# PROBLEM TO SOLVE:
Pick every line out of the entries below that has the string "Poppy", and copy it.

+++ DATASET

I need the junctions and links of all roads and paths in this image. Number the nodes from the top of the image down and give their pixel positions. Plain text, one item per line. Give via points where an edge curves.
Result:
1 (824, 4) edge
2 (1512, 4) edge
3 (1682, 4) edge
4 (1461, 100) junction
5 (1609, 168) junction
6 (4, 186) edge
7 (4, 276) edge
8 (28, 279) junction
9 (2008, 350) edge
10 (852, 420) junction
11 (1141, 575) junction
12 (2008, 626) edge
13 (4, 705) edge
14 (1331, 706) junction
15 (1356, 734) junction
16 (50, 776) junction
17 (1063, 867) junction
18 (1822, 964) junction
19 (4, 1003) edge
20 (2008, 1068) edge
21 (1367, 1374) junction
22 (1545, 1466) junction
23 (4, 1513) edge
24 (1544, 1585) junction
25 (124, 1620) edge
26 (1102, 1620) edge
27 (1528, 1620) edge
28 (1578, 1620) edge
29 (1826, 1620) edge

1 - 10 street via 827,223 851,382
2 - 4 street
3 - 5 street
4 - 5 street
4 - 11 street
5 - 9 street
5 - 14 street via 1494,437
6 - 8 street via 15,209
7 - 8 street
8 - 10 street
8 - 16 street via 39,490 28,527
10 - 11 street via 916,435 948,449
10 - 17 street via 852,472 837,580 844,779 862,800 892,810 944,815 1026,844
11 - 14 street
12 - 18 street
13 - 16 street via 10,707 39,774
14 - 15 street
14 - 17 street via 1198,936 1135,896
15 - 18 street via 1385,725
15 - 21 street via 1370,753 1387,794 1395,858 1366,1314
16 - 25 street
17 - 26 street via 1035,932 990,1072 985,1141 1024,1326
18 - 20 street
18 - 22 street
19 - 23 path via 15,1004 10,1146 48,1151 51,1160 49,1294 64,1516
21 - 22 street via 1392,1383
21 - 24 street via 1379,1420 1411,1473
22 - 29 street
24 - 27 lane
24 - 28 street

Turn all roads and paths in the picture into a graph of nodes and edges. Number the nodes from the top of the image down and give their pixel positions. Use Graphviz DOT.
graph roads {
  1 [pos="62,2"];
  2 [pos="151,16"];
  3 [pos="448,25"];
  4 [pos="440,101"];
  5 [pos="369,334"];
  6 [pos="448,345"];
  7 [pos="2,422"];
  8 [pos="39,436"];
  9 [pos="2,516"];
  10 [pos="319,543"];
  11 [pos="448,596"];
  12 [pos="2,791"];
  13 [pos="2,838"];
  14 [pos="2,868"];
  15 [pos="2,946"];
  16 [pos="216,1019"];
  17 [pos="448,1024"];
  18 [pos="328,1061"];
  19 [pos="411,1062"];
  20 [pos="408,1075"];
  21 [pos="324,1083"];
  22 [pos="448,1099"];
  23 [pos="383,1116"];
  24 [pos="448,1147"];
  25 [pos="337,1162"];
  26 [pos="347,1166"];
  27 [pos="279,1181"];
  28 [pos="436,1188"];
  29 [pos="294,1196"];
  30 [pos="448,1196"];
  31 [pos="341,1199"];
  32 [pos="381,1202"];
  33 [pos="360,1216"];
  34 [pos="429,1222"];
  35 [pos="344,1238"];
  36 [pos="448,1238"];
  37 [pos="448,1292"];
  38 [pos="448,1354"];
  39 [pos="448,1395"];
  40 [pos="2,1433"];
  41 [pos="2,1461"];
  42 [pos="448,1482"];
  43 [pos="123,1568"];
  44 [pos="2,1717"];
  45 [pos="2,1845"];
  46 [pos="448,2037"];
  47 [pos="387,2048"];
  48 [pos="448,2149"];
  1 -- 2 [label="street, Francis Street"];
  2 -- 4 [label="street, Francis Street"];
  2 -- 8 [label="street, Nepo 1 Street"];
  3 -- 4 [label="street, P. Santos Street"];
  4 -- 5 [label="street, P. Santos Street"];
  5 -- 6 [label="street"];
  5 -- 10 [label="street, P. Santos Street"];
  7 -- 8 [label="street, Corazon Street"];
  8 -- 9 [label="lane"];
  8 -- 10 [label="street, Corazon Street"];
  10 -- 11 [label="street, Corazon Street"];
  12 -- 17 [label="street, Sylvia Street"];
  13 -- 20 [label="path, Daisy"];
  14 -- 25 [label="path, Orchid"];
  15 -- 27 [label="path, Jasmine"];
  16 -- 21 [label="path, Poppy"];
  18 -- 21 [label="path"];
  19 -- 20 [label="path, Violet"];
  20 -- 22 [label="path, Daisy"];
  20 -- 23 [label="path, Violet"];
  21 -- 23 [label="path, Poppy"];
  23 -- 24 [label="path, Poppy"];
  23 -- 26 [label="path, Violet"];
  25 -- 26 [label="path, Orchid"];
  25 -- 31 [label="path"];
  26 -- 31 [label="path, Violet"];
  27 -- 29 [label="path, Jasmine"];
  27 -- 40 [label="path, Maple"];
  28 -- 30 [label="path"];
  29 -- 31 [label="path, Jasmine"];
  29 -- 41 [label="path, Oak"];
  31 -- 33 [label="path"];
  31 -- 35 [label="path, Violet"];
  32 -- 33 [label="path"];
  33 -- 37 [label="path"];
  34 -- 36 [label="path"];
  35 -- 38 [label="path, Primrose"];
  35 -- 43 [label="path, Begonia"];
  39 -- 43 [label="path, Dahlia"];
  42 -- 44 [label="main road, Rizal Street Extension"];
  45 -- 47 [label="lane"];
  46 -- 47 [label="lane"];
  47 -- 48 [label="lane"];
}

++++++

# SOLUTION FOR THIS TASK:
  16 -- 21 [label="path, Poppy"];
  21 -- 23 [label="path, Poppy"];
  23 -- 24 [label="path, Poppy"];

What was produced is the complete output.